According to the European Society of Cardiology working group on PPCM, it is an idiopathic cardiomyopathy presenting with HF secondary to LV systolic dysfunction towards the end of pregnancy or in the months following delivery, where no other cause of heart failure is found .
The risk factors for PPCM are higher maternal age, African-American decent, personal history of HTN, multiparty and multi fetal pregnancies .
The clinical presentation of these patients includes exertion dyspnea, orthopnea and peripheral edema. As these symptoms are similar to those of normal end of pregnancy symptoms they are easily overlooked by non-experienced medical staff. The physical exam usually reveals tachypnea, tachycardia, elevated JVP, pulmonary rales and peripheral edema. ECG typically shows a sinus tachycardia with non-specific ST-T changes, LVH and LBBB might be noted. CXR usually shows pulmonary congestion with or without pulmonary effusion. Echocardiogram findings include of course LV systolic dysfunction and sometimes show ventricular dilatation, also common are mitral and tricuspidal regurgitations with elevated pulmonary pressure. Lab tests can be helpful-Troponin is elevated in some cases and has a prognostic importance , BNP (brain natriuretic peptide) is usually elevated .
The prognosis in PPCM for recovery of LV function is > 50% that occurs mostly within 2-6 months of diagnosis . It is not clear if standard medical treatment for heart failure improves the rates of recovery .
Mortality rate is as high as 18% and the rate of heart transplantation is about 10% in the US . Complications include CHF, arrhythmias, cardiogenic shock and thromboembolism. These women should be advised not to have a subsequent pregnancy because the high rates of unfavorable maternal or fetal outcomes .
Breast feeding in these mothers is advised as the evidence is that it is safe for the mothers and babies and even withholds a positive prognostic factor for LV recovery .

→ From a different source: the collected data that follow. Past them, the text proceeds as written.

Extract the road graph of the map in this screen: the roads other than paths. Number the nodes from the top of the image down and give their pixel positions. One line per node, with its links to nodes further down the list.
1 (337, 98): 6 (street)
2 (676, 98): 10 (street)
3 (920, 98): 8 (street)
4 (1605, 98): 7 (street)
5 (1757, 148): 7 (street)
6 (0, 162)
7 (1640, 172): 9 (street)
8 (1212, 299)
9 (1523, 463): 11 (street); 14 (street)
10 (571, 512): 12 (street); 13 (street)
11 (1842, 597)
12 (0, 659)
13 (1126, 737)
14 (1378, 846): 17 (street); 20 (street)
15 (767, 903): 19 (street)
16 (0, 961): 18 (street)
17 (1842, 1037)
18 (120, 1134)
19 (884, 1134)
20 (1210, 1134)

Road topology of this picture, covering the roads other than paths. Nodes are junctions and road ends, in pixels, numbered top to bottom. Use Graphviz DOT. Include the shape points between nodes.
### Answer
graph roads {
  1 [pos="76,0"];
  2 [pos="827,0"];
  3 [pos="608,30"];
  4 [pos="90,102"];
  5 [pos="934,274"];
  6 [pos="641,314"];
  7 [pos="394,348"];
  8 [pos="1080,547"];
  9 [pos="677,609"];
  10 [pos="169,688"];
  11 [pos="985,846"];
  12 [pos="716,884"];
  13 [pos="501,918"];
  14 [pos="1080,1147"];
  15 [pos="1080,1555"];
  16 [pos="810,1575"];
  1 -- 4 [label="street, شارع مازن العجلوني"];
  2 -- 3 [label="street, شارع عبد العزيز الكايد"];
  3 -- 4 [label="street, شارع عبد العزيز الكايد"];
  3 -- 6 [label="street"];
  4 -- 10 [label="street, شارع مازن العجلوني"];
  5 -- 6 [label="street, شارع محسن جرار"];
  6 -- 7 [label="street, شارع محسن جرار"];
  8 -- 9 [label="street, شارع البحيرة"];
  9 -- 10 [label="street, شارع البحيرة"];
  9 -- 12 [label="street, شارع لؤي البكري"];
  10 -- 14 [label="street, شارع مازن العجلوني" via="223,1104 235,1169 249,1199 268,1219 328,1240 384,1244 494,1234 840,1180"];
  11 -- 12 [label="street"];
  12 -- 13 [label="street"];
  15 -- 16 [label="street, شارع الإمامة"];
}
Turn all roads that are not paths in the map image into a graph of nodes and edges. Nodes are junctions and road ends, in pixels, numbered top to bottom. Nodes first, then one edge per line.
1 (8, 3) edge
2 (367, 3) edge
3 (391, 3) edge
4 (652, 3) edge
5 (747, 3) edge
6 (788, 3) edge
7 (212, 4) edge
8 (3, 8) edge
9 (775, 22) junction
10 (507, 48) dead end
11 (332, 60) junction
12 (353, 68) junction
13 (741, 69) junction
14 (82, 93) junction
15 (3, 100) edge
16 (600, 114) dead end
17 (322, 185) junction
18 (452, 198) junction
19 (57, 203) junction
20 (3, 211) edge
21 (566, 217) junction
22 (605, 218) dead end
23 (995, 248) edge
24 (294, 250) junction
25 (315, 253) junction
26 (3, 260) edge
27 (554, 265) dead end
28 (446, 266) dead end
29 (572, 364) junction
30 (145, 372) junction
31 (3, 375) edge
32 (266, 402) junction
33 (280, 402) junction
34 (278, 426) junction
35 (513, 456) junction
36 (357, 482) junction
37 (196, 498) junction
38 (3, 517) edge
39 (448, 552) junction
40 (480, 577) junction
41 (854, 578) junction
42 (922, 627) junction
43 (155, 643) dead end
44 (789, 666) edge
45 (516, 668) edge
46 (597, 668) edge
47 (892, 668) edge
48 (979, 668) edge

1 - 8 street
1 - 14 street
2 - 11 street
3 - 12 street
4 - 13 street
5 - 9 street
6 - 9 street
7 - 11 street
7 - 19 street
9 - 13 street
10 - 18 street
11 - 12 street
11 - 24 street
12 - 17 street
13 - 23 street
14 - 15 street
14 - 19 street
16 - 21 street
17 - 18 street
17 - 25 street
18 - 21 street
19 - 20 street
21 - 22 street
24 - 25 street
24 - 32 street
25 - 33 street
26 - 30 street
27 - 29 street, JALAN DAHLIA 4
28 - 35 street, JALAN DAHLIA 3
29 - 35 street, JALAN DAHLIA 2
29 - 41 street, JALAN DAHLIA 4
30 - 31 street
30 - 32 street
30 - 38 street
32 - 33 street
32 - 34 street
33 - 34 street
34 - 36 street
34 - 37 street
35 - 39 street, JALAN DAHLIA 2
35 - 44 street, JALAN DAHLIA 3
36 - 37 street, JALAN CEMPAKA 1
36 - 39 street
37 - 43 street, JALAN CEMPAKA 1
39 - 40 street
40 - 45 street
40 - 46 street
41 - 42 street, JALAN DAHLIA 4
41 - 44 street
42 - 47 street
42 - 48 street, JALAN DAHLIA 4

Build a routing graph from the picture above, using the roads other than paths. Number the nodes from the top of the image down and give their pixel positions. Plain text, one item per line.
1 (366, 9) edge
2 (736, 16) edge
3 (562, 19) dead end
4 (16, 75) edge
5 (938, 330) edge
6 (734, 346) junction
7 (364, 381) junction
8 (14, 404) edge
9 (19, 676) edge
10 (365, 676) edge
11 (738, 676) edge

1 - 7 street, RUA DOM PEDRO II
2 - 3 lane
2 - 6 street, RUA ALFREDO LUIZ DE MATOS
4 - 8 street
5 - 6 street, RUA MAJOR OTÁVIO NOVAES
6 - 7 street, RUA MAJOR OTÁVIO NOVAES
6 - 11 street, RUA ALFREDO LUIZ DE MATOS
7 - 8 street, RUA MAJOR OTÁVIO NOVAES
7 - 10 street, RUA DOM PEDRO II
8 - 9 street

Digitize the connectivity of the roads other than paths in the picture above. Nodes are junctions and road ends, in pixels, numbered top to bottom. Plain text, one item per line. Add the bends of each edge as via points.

Treatment is based on the basic treatment for CHF. This includes ACEI/ARB (only in post-partum as they are contraindicated during pregnancy), diuretics and beta blockers in the stable patient. Intravenous vasodilators are restricted to the non-stable patient suffering from decompensated HF. Spironolactone, digoxin and anticoagulation can be added to the treatment. A drug showing encouraging although insufficient data is Bromocriptine and due to that is not widely recommended .
This case of PPCM we present is unique due to the diagnosis of a PE that accompanied it. Another reason it is unique is due to the non-rate dependent LBBB pattern on ECG that is not usually found in pulmonary embolism. We have found only three case reports previously documenting a combination of PE and PPCM [14-16]. In most cases these diagnoses come as differential diagnosis for a woman during late stages of pregnancy and early post-partum that presents with dyspnea to the ED [17,18].
There is uncertainty whether the PE was a complication of the PPCM or an independent diagnosis that isn't a result of the PPCM.
The concept of two different diagnoses is important as clinicians are trained to look for the one cause of the patient's clinical manifestation, usually it is based on the philosophic rule known as Occam's razor. This rule is probably right in most cases but not in all cases. If the clinician is unsatisfied with a diagnosis, he has reached because it does not explain the full clinical presentation of the patient, he should continue the workup and pursue other differential diagnosis. In our case the LBBB pattern on the ECG that isn't consistent with the diagnosis of pulmonary embolism raised the suspicion that there might be another diagnosis waiting to be revealed. This idea should be emphasized in the ED especially in patients that are in a life-threatening situation. We suggest that an echocardiogram be performed to all patients hospitalized with a new diagnosis of PE if it is possible. In cases that the differential diagnosis is unclear an echocardiogram should be mandatory as soon as possible.